Wednesday, March 9, 2016

And the Whippoorwill Sang by Micki Peluso

A book I highly recommend. 
BIO
I began writing after a personal tragedy, as a catharsis for my grief. This lead to a first time out publication in Victimology: An International Magazine and a 25 year career in Journalism. I've freelanced and been staff writer for one major newspaper and written for two more. I have published short fiction and non-fiction, as well as slice of life stories in colleges and magazines, including e-zine editions.Two of my horror stories were recently published in "The Speed of Dark", an anthology by author and publisher, Clayton Bye. I'm a professional book reviewer for The New York Journal of Books and Readertoreader, as well as a freelance reviewer. My first book was published in 2008; a funny true family story of love, loss and survival, called, . . . AND THE WHIPPOORWILL SANG. The book was reissued as a second edition in March of 2012 and won the silver award from NESTA CBC, for writing that helps make the world a better place. I am presently working on a collection of short fiction, slice of life stories and essays, in a book called, Heartbeat. . . Slices of life.
Background Information
Due to extenuating circumstances in my life, like a wacky mom and messy divorce, I eloped at the age of seventeen, with my high school sweetheart, replacing all my dreams with different ones. We raised six kids and had wonderfully comical lives. Butch was the regimental "Sound of Music' dad, whistling for his kids, while I was the nurturer. We crossed country twice, lived in a real haunted house and were living a wonderful life, if not wealthy monetarily, rich in love. A tragic accident happened, changing our lives forever. I could not speak of it, so I wrote and wrote, a long labor of love, until a book was born. . . .AND THE WHIPPOORWILL SANG, written as a catharsis for my grief and salvation for my sanity, as we learned to weep . . .to laugh . . .to grieve . . .to dance.

SHORT SYNOPSIS
Micki and Butch face the horror every parent fears—awaiting the fate of one of their children. While sitting vigil in the ICU waiting room, Micki traverses the past, as a way of dealing with an inconceivable future.
From the bizarre teenage elopement with her high school sweetheart, Butch, in a double wedding with her own mother, to comical family trips across country in an antiquated camper with six kids and a dog, they leave a path of chaos, antics and destruction in their wake. Micki shows the happy times of raising six children while living in a haunted house as the young parents grow up with their kids. She bravely attempts to be the man of the house while her husband is working out of town.
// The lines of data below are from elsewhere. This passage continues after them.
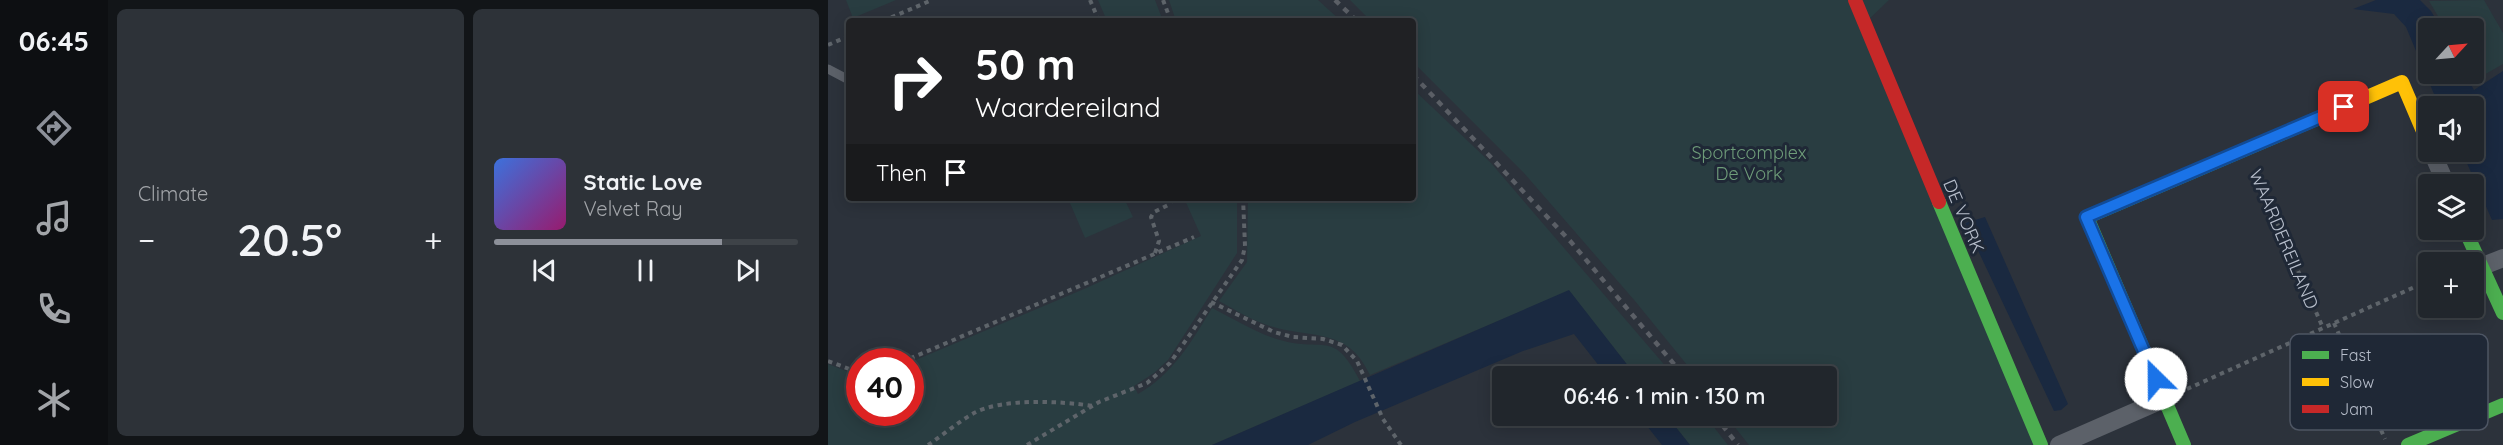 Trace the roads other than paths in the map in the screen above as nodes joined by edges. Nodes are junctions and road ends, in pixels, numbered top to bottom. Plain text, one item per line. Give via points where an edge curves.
1 (1855, 0) edge
2 (828, 69) edge
3 (846, 78) edge
4 (2418, 120) edge
5 (2503, 258) edge
6 (2484, 266) edge
7 (2484, 268) edge
8 (2503, 313) edge
9 (2164, 399) junction
10 (2503, 405) edge
11 (2488, 411) edge
12 (2444, 430) edge
13 (2041, 445) edge
14 (2060, 445) edge
15 (2184, 445) edge
16 (2408, 445) edge

1 - 13 street, DE VORK
2 - 3 lane
4 - 9 street, WAARDEREILAND via 2402,82 2086,217
5 - 6 street
7 - 8 street
9 - 14 street
9 - 15 street, WAARDEREILAND
10 - 11 street
12 - 16 street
Hearing strange noises, which all the younger kids are sure is the ghosts, Micki tiptoes down to the cellar, shotgun in hand and nearly shoots . . . an Idaho potato that has fallen from the pantry and thumped down the stairs. The rest of her children feel obligated to tell the world. Just when their lives are nearly perfect, tragedy strikes--and the laughter dies.
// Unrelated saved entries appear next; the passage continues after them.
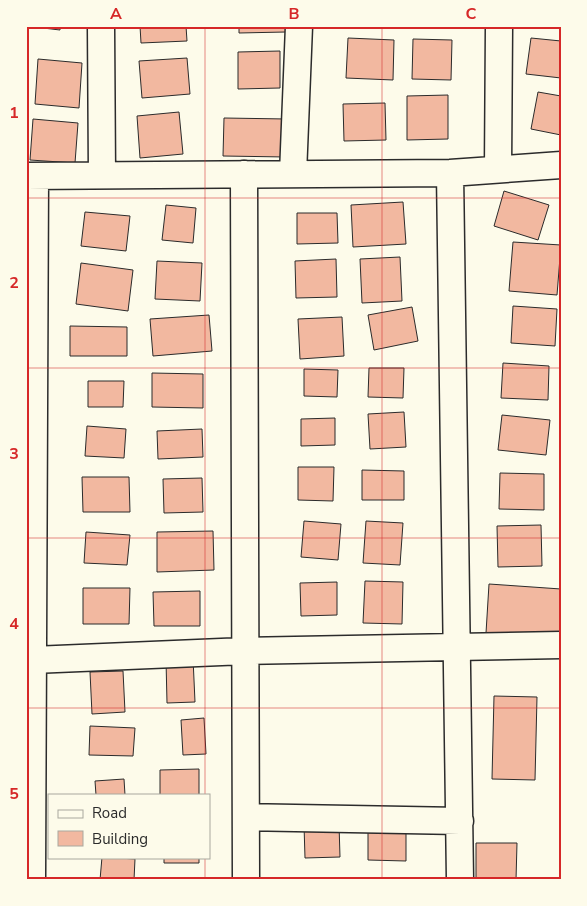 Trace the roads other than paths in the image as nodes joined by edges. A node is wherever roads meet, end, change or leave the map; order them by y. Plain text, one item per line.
1 (101, 26) edge
2 (299, 26) edge
3 (499, 26) edge
4 (561, 165) edge
5 (498, 170) junction
6 (450, 172) junction
7 (244, 174) junction
8 (293, 174) junction
9 (102, 175) junction
10 (31, 176) edge
11 (30, 396) edge
12 (561, 645) edge
13 (458, 646) junction
14 (246, 651) junction
15 (33, 660) junction
16 (246, 817) junction
17 (460, 821) junction
18 (32, 880) edge
19 (246, 880) edge
20 (460, 880) edge

1 - 9 street
2 - 8 street
3 - 5 street
4 - 5 street
5 - 6 street
6 - 8 street
6 - 13 street
7 - 8 street
7 - 9 street
7 - 14 street
9 - 10 street
10 - 11 street
11 - 15 street
12 - 13 street
13 - 14 street
13 - 17 street
14 - 15 street
14 - 16 street
15 - 18 street
16 - 17 street
16 - 19 street
17 - 20 street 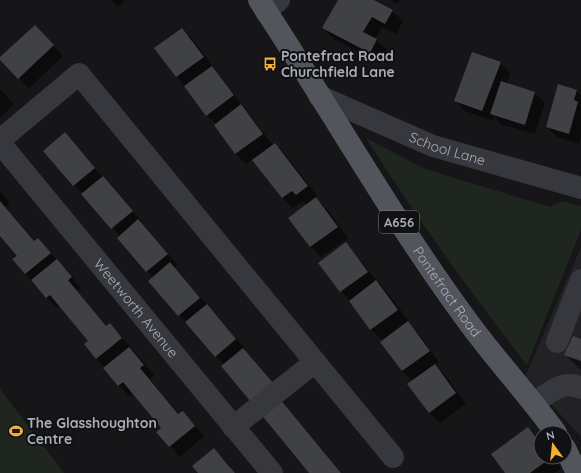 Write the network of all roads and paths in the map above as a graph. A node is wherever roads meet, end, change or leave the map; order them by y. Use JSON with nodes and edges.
{"nodes":[{"id":1,"x":268,"y":4,"type":"edge"},
{"id":2,"x":319,"y":96,"type":"junction"},
{"id":3,"x":0,"y":140,"type":"edge"},
{"id":4,"x":0,"y":143,"type":"edge"},
{"id":5,"x":581,"y":188,"type":"edge"},
{"id":6,"x":581,"y":280,"type":"edge"},
{"id":7,"x":557,"y":342,"type":"dead end"},
{"id":8,"x":315,"y":362,"type":"junction"},
{"id":9,"x":581,"y":388,"type":"edge"},
{"id":10,"x":534,"y":403,"type":"junction"},
{"id":11,"x":550,"y":425,"type":"edge"},
{"id":12,"x":233,"y":427,"type":"junction"},
{"id":13,"x":573,"y":451,"type":"edge"},
{"id":14,"x":393,"y":457,"type":"dead end"},
{"id":15,"x":581,"y":458,"type":"edge"},
{"id":16,"x":272,"y":473,"type":"edge"}],
"edges":[{"from":1,"to":2,"type":"main road","name":"Pontefract Road","number":"A656"},
{"from":2,"to":5,"type":"street","name":"School Lane"},
{"from":2,"to":10,"type":"main road","name":"Pontefract Road","number":"A656"},
{"from":3,"to":8,"type":"street"},
{"from":4,"to":12,"type":"street","name":"Weetworth Avenue"},
{"from":6,"to":7,"type":"street"},
{"from":8,"to":12,"type":"street"},
{"from":8,"to":14,"type":"street"},
{"from":9,"to":10,"type":"street"},
{"from":10,"to":11,"type":"main road","name":"Pontefract Road","number":"A656"},
{"from":12,"to":16,"type":"street","name":"Weetworth Avenue"},
{"from":13,"to":15,"type":"main road"}]}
There is a terrible accident in the placid valley nestled within the Susquehanna Mountains in the town of Williamsport, Pennsylvania. It occurs on a country lane just blocks from the family’s hundred year old haunted farmhouse. Micki , in a state of shock, muses through their delightful past to avoid confronting an uncertain future—as the family copes with fear and apprehension.
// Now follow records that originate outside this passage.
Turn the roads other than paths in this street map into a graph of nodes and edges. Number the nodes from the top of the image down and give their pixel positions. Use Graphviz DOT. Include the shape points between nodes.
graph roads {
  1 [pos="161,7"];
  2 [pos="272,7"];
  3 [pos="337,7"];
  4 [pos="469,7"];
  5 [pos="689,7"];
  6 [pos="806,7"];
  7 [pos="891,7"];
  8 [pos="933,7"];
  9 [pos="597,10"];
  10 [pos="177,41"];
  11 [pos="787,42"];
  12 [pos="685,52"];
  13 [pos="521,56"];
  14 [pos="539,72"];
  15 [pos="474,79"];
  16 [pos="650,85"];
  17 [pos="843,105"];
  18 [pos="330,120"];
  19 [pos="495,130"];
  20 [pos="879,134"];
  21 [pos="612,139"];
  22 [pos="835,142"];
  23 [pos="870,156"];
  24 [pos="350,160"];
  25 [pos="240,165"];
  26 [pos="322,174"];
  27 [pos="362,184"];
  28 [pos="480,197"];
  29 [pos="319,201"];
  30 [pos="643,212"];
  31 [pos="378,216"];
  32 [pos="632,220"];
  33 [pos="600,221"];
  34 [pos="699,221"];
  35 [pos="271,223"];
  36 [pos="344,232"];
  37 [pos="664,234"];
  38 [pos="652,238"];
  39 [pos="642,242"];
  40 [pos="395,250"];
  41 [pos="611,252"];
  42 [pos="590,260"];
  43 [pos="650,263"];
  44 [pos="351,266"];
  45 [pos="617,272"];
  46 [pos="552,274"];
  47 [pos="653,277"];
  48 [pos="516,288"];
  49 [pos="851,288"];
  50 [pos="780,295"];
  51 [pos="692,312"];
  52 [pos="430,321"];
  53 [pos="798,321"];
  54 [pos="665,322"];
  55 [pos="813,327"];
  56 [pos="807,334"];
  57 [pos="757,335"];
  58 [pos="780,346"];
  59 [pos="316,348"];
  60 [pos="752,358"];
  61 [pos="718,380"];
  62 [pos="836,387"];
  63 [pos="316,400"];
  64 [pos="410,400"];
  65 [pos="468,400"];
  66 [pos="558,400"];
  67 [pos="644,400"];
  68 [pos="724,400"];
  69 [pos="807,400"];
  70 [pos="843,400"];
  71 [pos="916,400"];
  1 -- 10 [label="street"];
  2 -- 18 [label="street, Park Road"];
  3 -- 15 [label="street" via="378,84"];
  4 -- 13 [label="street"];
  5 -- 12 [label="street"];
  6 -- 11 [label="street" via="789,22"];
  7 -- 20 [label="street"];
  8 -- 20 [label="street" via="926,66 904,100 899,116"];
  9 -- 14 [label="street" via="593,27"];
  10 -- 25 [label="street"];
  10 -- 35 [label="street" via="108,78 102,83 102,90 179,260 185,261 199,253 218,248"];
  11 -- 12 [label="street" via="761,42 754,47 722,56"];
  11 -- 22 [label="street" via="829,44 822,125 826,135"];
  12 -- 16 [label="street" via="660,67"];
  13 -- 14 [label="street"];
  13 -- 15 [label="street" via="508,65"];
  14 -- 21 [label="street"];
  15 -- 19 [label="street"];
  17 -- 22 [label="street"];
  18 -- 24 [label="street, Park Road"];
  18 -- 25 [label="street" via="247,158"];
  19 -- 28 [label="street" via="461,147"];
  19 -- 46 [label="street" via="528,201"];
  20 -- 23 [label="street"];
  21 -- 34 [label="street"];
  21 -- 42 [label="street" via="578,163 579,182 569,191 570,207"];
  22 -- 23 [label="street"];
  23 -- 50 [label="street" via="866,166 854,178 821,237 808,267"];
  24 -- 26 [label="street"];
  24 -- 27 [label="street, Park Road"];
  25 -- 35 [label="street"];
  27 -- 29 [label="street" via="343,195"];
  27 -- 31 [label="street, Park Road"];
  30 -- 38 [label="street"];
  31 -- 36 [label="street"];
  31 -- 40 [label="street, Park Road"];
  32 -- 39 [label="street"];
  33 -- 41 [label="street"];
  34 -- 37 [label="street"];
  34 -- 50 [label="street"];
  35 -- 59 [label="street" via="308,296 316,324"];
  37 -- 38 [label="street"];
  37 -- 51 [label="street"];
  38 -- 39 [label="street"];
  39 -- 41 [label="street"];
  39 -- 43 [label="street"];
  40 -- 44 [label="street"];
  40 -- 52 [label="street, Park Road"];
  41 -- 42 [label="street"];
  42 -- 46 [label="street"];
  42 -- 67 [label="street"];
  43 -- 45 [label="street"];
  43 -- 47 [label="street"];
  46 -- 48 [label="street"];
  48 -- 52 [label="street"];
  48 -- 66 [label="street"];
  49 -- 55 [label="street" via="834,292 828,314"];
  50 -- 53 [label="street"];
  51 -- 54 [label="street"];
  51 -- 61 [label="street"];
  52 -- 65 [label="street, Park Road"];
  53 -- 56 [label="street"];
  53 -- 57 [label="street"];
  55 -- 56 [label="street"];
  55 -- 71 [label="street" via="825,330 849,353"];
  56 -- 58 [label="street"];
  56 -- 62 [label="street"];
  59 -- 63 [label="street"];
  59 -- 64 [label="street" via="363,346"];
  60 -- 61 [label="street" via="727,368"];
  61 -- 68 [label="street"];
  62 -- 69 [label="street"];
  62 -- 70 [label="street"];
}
One of her six children is fighting for life in the hospital; in a semi-coma, hovering between this world and the next. Both parents are pressured by doctors to disconnect Noelle, their fourteen-year-old daughter. Her beautiful girl, funny and bright, who breathes life into every moment, does cartwheels in piles of Autumn leaves, singing and dancing down country roads--loves her family with all her soul. How can Micki let this child go? The family embarks upon its unbearable journey to the other side of sorrow and grasps the poignant gift of life as they begin. . .to weep. . .to laugh. . .to grieve. . .to dance--and forgive.
Tagline: Happy time, a sunny day, a driving drunk, eight lives forever changed.